*Work required*
Make an exact copy of the records that follow, with each picture omitted.

Top of Record set

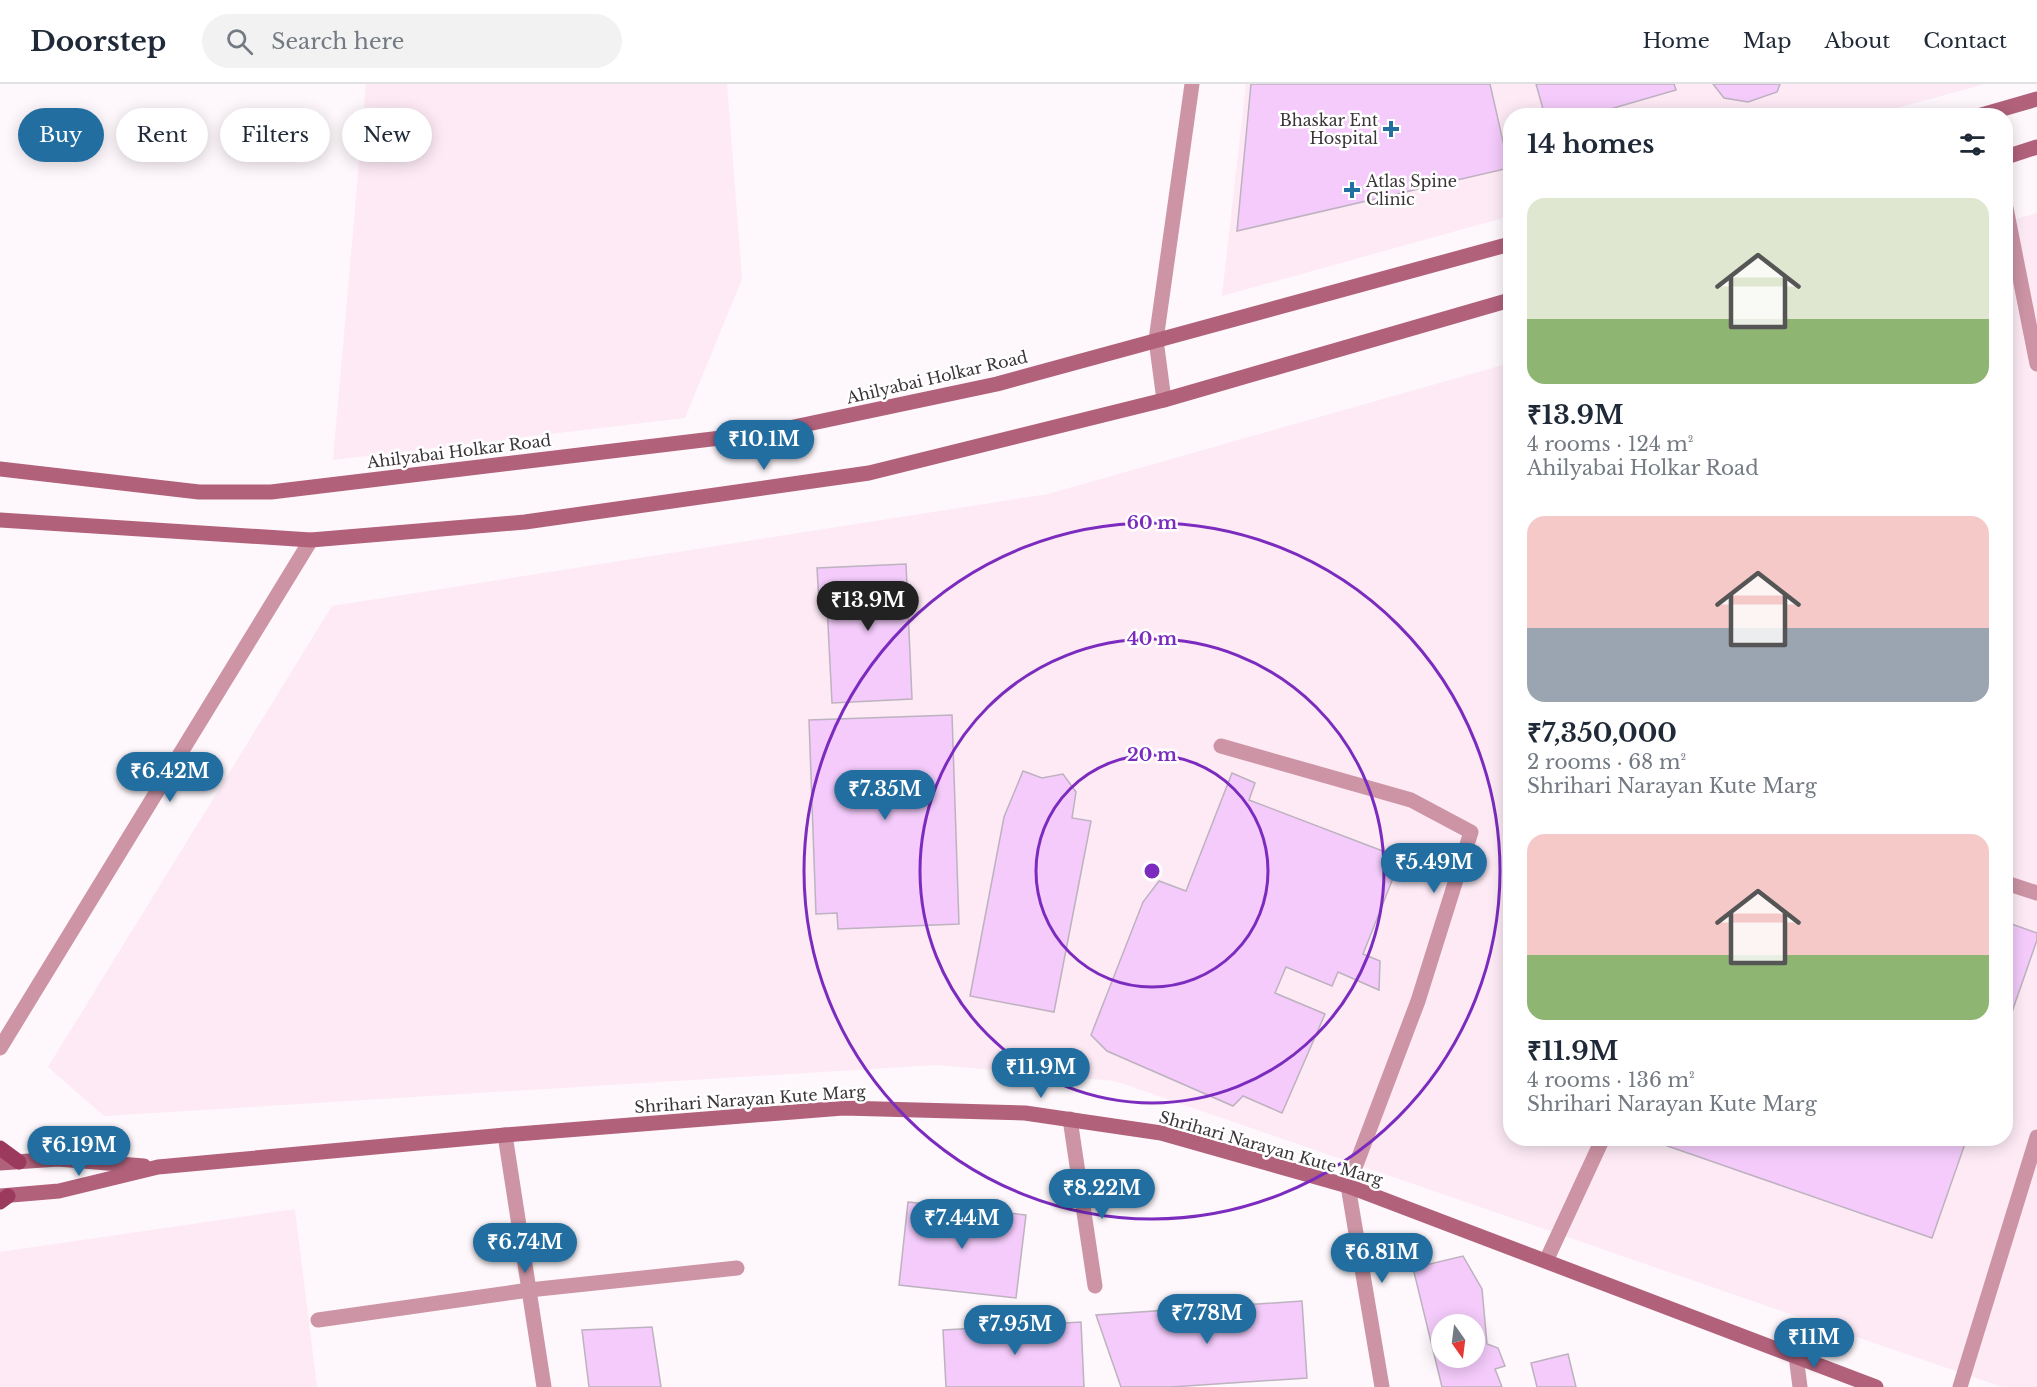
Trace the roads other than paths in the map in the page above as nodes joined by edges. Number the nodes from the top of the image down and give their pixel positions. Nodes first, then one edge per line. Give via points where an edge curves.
1 (1192, 84) edge
2 (2037, 99) edge
3 (2006, 108) edge
4 (2037, 147) edge
5 (2013, 155) edge
6 (2013, 243) edge
7 (1503, 246) edge
8 (1503, 302) edge
9 (1156, 340) junction
10 (2037, 364) edge
11 (1164, 400) junction
12 (0, 469) edge
13 (0, 520) edge
14 (311, 540) junction
15 (1221, 746) dead end
16 (2013, 885) edge
17 (2037, 893) edge
18 (0, 1048) edge
19 (1070, 1119) junction
20 (505, 1135) junction
21 (2037, 1137) edge
22 (1599, 1146) edge
23 (0, 1148) edge
24 (19, 1162) junction
25 (0, 1163) edge
26 (159, 1167) junction
27 (1348, 1186) junction
28 (2, 1198) edge
29 (1546, 1261) junction
30 (737, 1268) dead end
31 (1095, 1286) dead end
32 (530, 1290) junction
33 (318, 1320) dead end
34 (1796, 1356) junction
35 (544, 1387) edge
36 (1383, 1387) edge
37 (1800, 1387) edge
38 (1876, 1387) edge
39 (1960, 1387) edge

1 - 9 street
2 - 3 main road
4 - 5 main road
6 - 10 street
7 - 9 main road, Ahilyabai Holkar Road
8 - 11 main road
9 - 11 street
9 - 12 main road, Ahilyabai Holkar Road via 997,384 770,432 271,492 199,492
11 - 14 main road via 869,473 525,522
13 - 14 main road
14 - 18 street
15 - 27 street via 1411,800 1471,832 1418,1000
16 - 17 street
19 - 20 main road, Shrihari Narayan Kute Marg via 1025,1113 843,1108
19 - 27 main road, Shrihari Narayan Kute Marg via 1161,1133
19 - 31 street
20 - 26 main road, Shrihari Narayan Kute Marg
20 - 32 street
21 - 39 street
22 - 29 street
23 - 24 main road
24 - 25 main road, Shrihari Narayan Kute Marg
24 - 26 main road, Shrihari Narayan Kute Marg via 58,1159
26 - 28 main road, Shrihari Narayan Kute Marg via 59,1191
27 - 29 main road, Shrihari Narayan Kute Marg
27 - 36 street
29 - 34 main road, Shrihari Narayan Kute Marg
30 - 32 street
32 - 33 street
32 - 35 street
34 - 37 street
34 - 38 main road, Shrihari Narayan Kute Marg

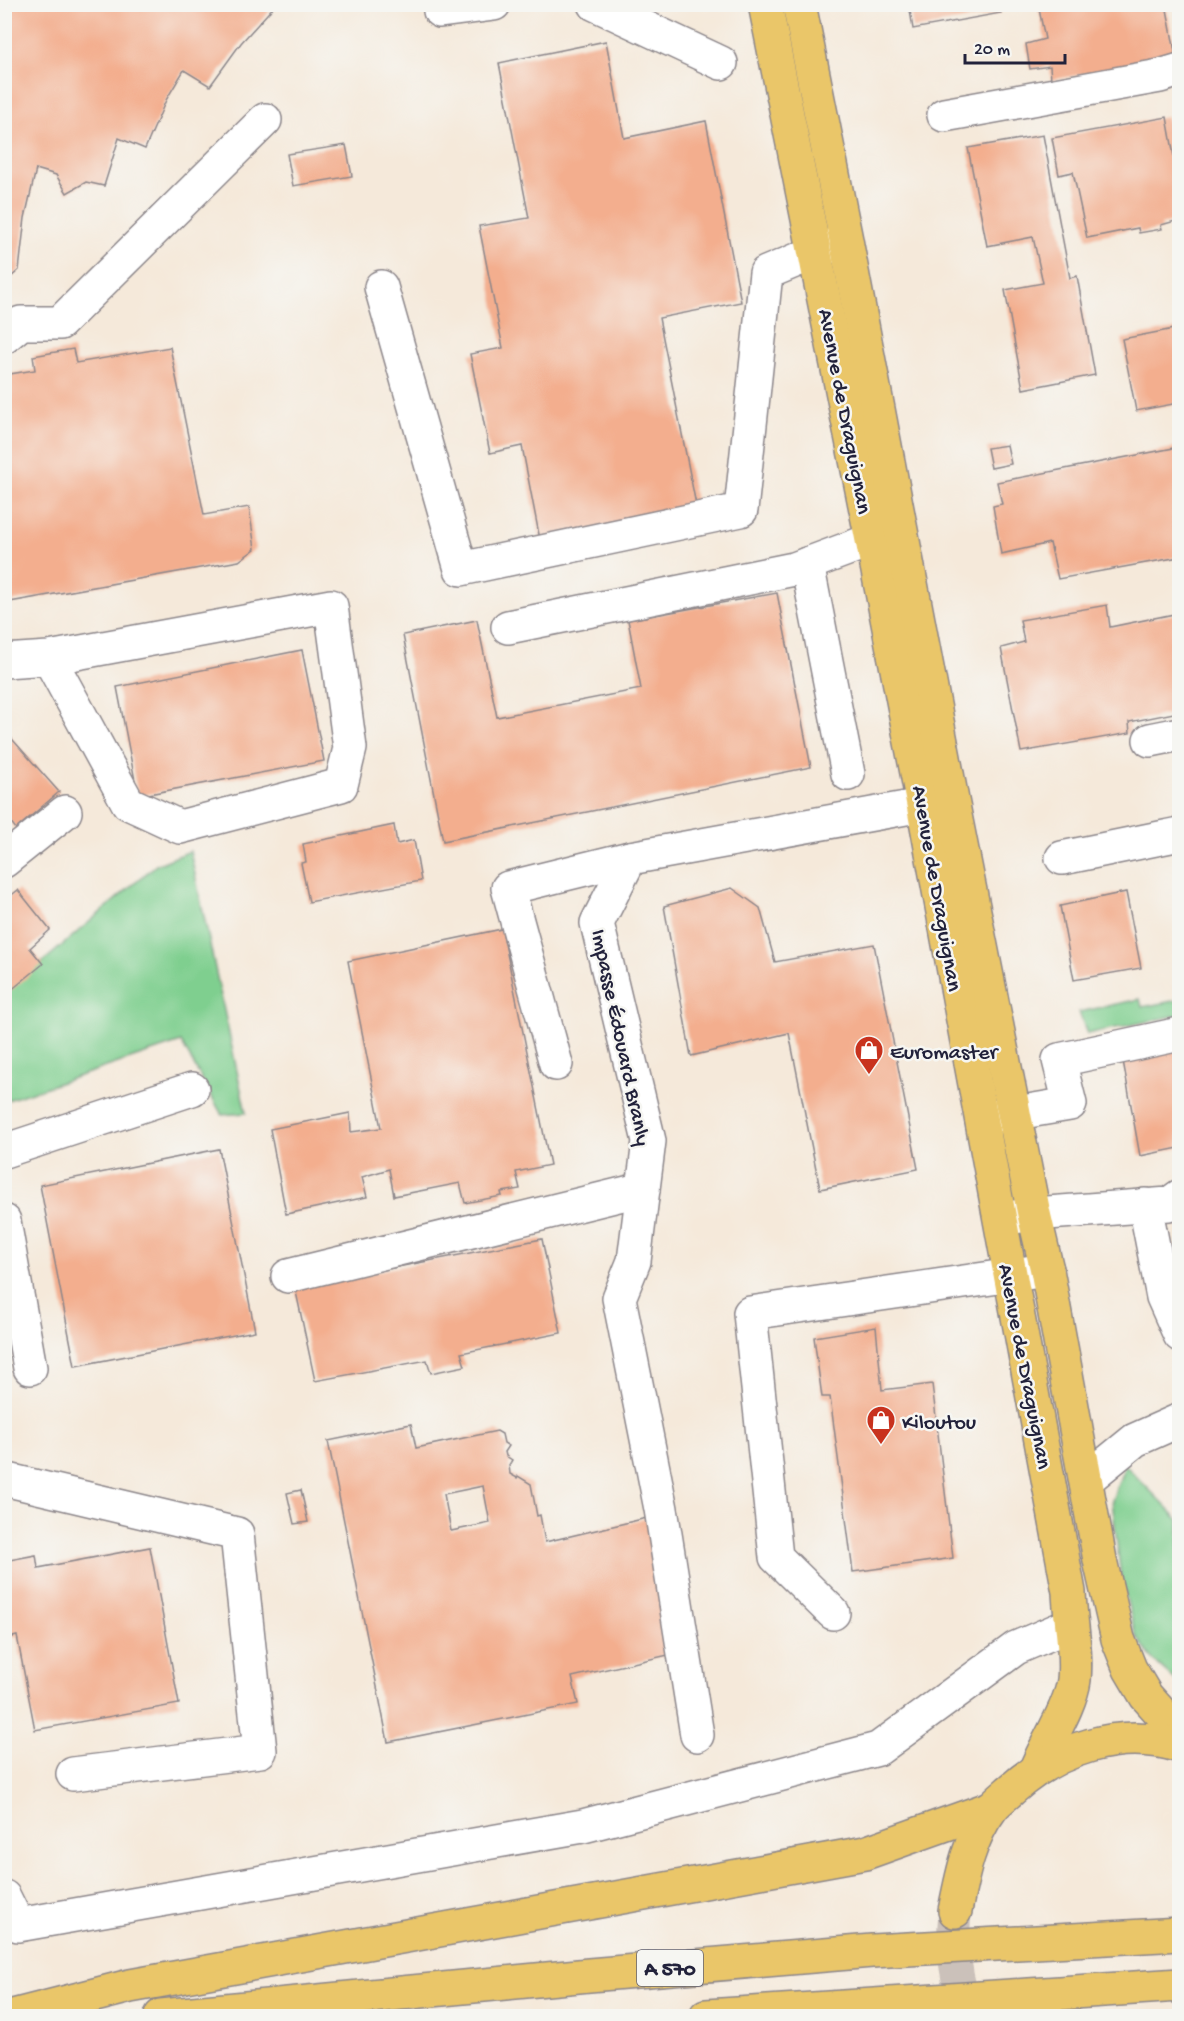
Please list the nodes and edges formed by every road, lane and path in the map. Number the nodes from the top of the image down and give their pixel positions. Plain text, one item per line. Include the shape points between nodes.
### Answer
1 (494, 4) edge
2 (595, 4) edge
3 (799, 4) edge
4 (769, 6) edge
5 (440, 11) dead end
6 (721, 63) dead end
7 (1179, 70) edge
8 (944, 115) dead end
9 (265, 120) dead end
10 (846, 240) junction
11 (814, 251) junction
12 (381, 287) dead end
13 (4, 337) edge
14 (886, 535) junction
15 (807, 564) junction
16 (508, 627) dead end
17 (49, 658) junction
18 (4, 661) edge
19 (848, 774) dead end
20 (938, 802) junction
21 (65, 812) dead end
22 (1179, 834) edge
23 (630, 858) junction
24 (1062, 858) dead end
25 (4, 861) edge
26 (1179, 1034) edge
27 (556, 1064) dead end
28 (192, 1089) dead end
29 (1014, 1112) junction
30 (981, 1119) junction
31 (4, 1151) edge
32 (643, 1189) junction
33 (1179, 1196) edge
34 (1145, 1205) junction
35 (1034, 1214) junction
36 (1000, 1219) junction
37 (4, 1221) edge
38 (1167, 1250) edge
39 (1047, 1270) junction
40 (1009, 1275) junction
41 (288, 1276) dead end
42 (10, 1285) edge
43 (1179, 1335) edge
44 (30, 1368) dead end
45 (1179, 1420) edge
46 (4, 1479) edge
47 (1086, 1480) junction
48 (833, 1613) dead end
49 (1070, 1625) junction
50 (1179, 1734) edge
51 (697, 1735) dead end
52 (1179, 1746) edge
53 (1036, 1769) junction
54 (73, 1774) dead end
55 (991, 1808) junction
56 (4, 1897) edge
57 (955, 1911) tunnel mouth
58 (1179, 1934) edge
59 (1179, 1985) edge
60 (13, 2016) edge
61 (161, 2016) edge
62 (706, 2016) edge

1 - 5 street
2 - 6 street
3 - 10 main road, Avenue de Draguignan
4 - 11 main road, Avenue de Draguignan
7 - 8 street
9 - 13 street via 60,323 21,323
10 - 11 street
10 - 14 main road, Avenue de Draguignan
11 - 12 street via 766,273 741,510 461,569
11 - 14 main road, Avenue de Draguignan
14 - 15 street
14 - 20 main road, Avenue de Draguignan
15 - 16 street
15 - 19 street
17 - 17 street via 128,803 180,827 341,785 350,748 331,606
17 - 18 street
20 - 23 street
20 - 29 main road, Avenue de Draguignan
20 - 30 main road, Avenue de Draguignan
21 - 25 street
22 - 24 street
23 - 27 street via 508,888
23 - 32 street, Impasse Édouard Branly via 597,923 649,1141
26 - 29 street via 1059,1060 1070,1104
28 - 31 street
29 - 30 street
29 - 35 main road, Avenue de Draguignan
30 - 36 main road, Avenue de Draguignan
32 - 41 street
32 - 51 street, Impasse Édouard Branly via 634,1261 619,1299 661,1509
33 - 34 street via 1169,1204
34 - 35 street
34 - 38 street
35 - 36 street
35 - 39 main road, Avenue de Draguignan
36 - 40 main road, Avenue de Draguignan
37 - 42 street
38 - 43 street via 1163,1298
39 - 40 street
39 - 47 main road, Avenue de Draguignan
40 - 48 street via 750,1313 776,1557
40 - 49 main road, Avenue de Draguignan via 1069,1592
42 - 44 street
45 - 47 street via 1135,1440
46 - 54 street via 237,1534 260,1751
47 - 50 main road, Avenue de Draguignan via 1118,1639 1146,1696
49 - 53 main road, Avenue de Draguignan via 1074,1682
49 - 56 street via 1016,1648 878,1749 583,1826 18,1925
52 - 53 main road via 1135,1739 1109,1741 1074,1749
53 - 55 main road
55 - 57 main road via 974,1837
55 - 60 main road via 865,1853 130,1986
58 - 61 main road, A 570 via 860,1952
59 - 62 main road, A 570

Bottom of Record set

*Response to the exercise*
Trace the roads other than paths in the map in the page above as nodes joined by edges. Number the nodes from the top of the image down and give their pixel positions. Nodes first, then one edge per line. Give via points where an edge curves.
1 (1192, 84) edge
2 (2037, 99) edge
3 (2006, 108) edge
4 (2037, 147) edge
5 (2013, 155) edge
6 (2013, 243) edge
7 (1503, 246) edge
8 (1503, 302) edge
9 (1156, 340) junction
10 (2037, 364) edge
11 (1164, 400) junction
12 (0, 469) edge
13 (0, 520) edge
14 (311, 540) junction
15 (1221, 746) dead end
16 (2013, 885) edge
17 (2037, 893) edge
18 (0, 1048) edge
19 (1070, 1119) junction
20 (505, 1135) junction
21 (2037, 1137) edge
22 (1599, 1146) edge
23 (0, 1148) edge
24 (19, 1162) junction
25 (0, 1163) edge
26 (159, 1167) junction
27 (1348, 1186) junction
28 (2, 1198) edge
29 (1546, 1261) junction
30 (737, 1268) dead end
31 (1095, 1286) dead end
32 (530, 1290) junction
33 (318, 1320) dead end
34 (1796, 1356) junction
35 (544, 1387) edge
36 (1383, 1387) edge
37 (1800, 1387) edge
38 (1876, 1387) edge
39 (1960, 1387) edge

1 - 9 street
2 - 3 main road
4 - 5 main road
6 - 10 street
7 - 9 main road, Ahilyabai Holkar Road
8 - 11 main road
9 - 11 street
9 - 12 main road, Ahilyabai Holkar Road via 997,384 770,432 271,492 199,492
11 - 14 main road via 869,473 525,522
13 - 14 main road
14 - 18 street
15 - 27 street via 1411,800 1471,832 1418,1000
16 - 17 street
19 - 20 main road, Shrihari Narayan Kute Marg via 1025,1113 843,1108
19 - 27 main road, Shrihari Narayan Kute Marg via 1161,1133
19 - 31 street
20 - 26 main road, Shrihari Narayan Kute Marg
20 - 32 street
21 - 39 street
22 - 29 street
23 - 24 main road
24 - 25 main road, Shrihari Narayan Kute Marg
24 - 26 main road, Shrihari Narayan Kute Marg via 58,1159
26 - 28 main road, Shrihari Narayan Kute Marg via 59,1191
27 - 29 main road, Shrihari Narayan Kute Marg
27 - 36 street
29 - 34 main road, Shrihari Narayan Kute Marg
30 - 32 street
32 - 33 street
32 - 35 street
34 - 37 street
34 - 38 main road, Shrihari Narayan Kute Marg

Please list the nodes and edges formed by every road, lane and path in the map. Number the nodes from the top of the image down and give their pixel positions. Plain text, one item per line. Include the shape points between nodes.
### Answer
1 (494, 4) edge
2 (595, 4) edge
3 (799, 4) edge
4 (769, 6) edge
5 (440, 11) dead end
6 (721, 63) dead end
7 (1179, 70) edge
8 (944, 115) dead end
9 (265, 120) dead end
10 (846, 240) junction
11 (814, 251) junction
12 (381, 287) dead end
13 (4, 337) edge
14 (886, 535) junction
15 (807, 564) junction
16 (508, 627) dead end
17 (49, 658) junction
18 (4, 661) edge
19 (848, 774) dead end
20 (938, 802) junction
21 (65, 812) dead end
22 (1179, 834) edge
23 (630, 858) junction
24 (1062, 858) dead end
25 (4, 861) edge
26 (1179, 1034) edge
27 (556, 1064) dead end
28 (192, 1089) dead end
29 (1014, 1112) junction
30 (981, 1119) junction
31 (4, 1151) edge
32 (643, 1189) junction
33 (1179, 1196) edge
34 (1145, 1205) junction
35 (1034, 1214) junction
36 (1000, 1219) junction
37 (4, 1221) edge
38 (1167, 1250) edge
39 (1047, 1270) junction
40 (1009, 1275) junction
41 (288, 1276) dead end
42 (10, 1285) edge
43 (1179, 1335) edge
44 (30, 1368) dead end
45 (1179, 1420) edge
46 (4, 1479) edge
47 (1086, 1480) junction
48 (833, 1613) dead end
49 (1070, 1625) junction
50 (1179, 1734) edge
51 (697, 1735) dead end
52 (1179, 1746) edge
53 (1036, 1769) junction
54 (73, 1774) dead end
55 (991, 1808) junction
56 (4, 1897) edge
57 (955, 1911) tunnel mouth
58 (1179, 1934) edge
59 (1179, 1985) edge
60 (13, 2016) edge
61 (161, 2016) edge
62 (706, 2016) edge

1 - 5 street
2 - 6 street
3 - 10 main road, Avenue de Draguignan
4 - 11 main road, Avenue de Draguignan
7 - 8 street
9 - 13 street via 60,323 21,323
10 - 11 street
10 - 14 main road, Avenue de Draguignan
11 - 12 street via 766,273 741,510 461,569
11 - 14 main road, Avenue de Draguignan
14 - 15 street
14 - 20 main road, Avenue de Draguignan
15 - 16 street
15 - 19 street
17 - 17 street via 128,803 180,827 341,785 350,748 331,606
17 - 18 street
20 - 23 street
20 - 29 main road, Avenue de Draguignan
20 - 30 main road, Avenue de Draguignan
21 - 25 street
22 - 24 street
23 - 27 street via 508,888
23 - 32 street, Impasse Édouard Branly via 597,923 649,1141
26 - 29 street via 1059,1060 1070,1104
28 - 31 street
29 - 30 street
29 - 35 main road, Avenue de Draguignan
30 - 36 main road, Avenue de Draguignan
32 - 41 street
32 - 51 street, Impasse Édouard Branly via 634,1261 619,1299 661,1509
33 - 34 street via 1169,1204
34 - 35 street
34 - 38 street
35 - 36 street
35 - 39 main road, Avenue de Draguignan
36 - 40 main road, Avenue de Draguignan
37 - 42 street
38 - 43 street via 1163,1298
39 - 40 street
39 - 47 main road, Avenue de Draguignan
40 - 48 street via 750,1313 776,1557
40 - 49 main road, Avenue de Draguignan via 1069,1592
42 - 44 street
45 - 47 street via 1135,1440
46 - 54 street via 237,1534 260,1751
47 - 50 main road, Avenue de Draguignan via 1118,1639 1146,1696
49 - 53 main road, Avenue de Draguignan via 1074,1682
49 - 56 street via 1016,1648 878,1749 583,1826 18,1925
52 - 53 main road via 1135,1739 1109,1741 1074,1749
53 - 55 main road
55 - 57 main road via 974,1837
55 - 60 main road via 865,1853 130,1986
58 - 61 main road, A 570 via 860,1952
59 - 62 main road, A 570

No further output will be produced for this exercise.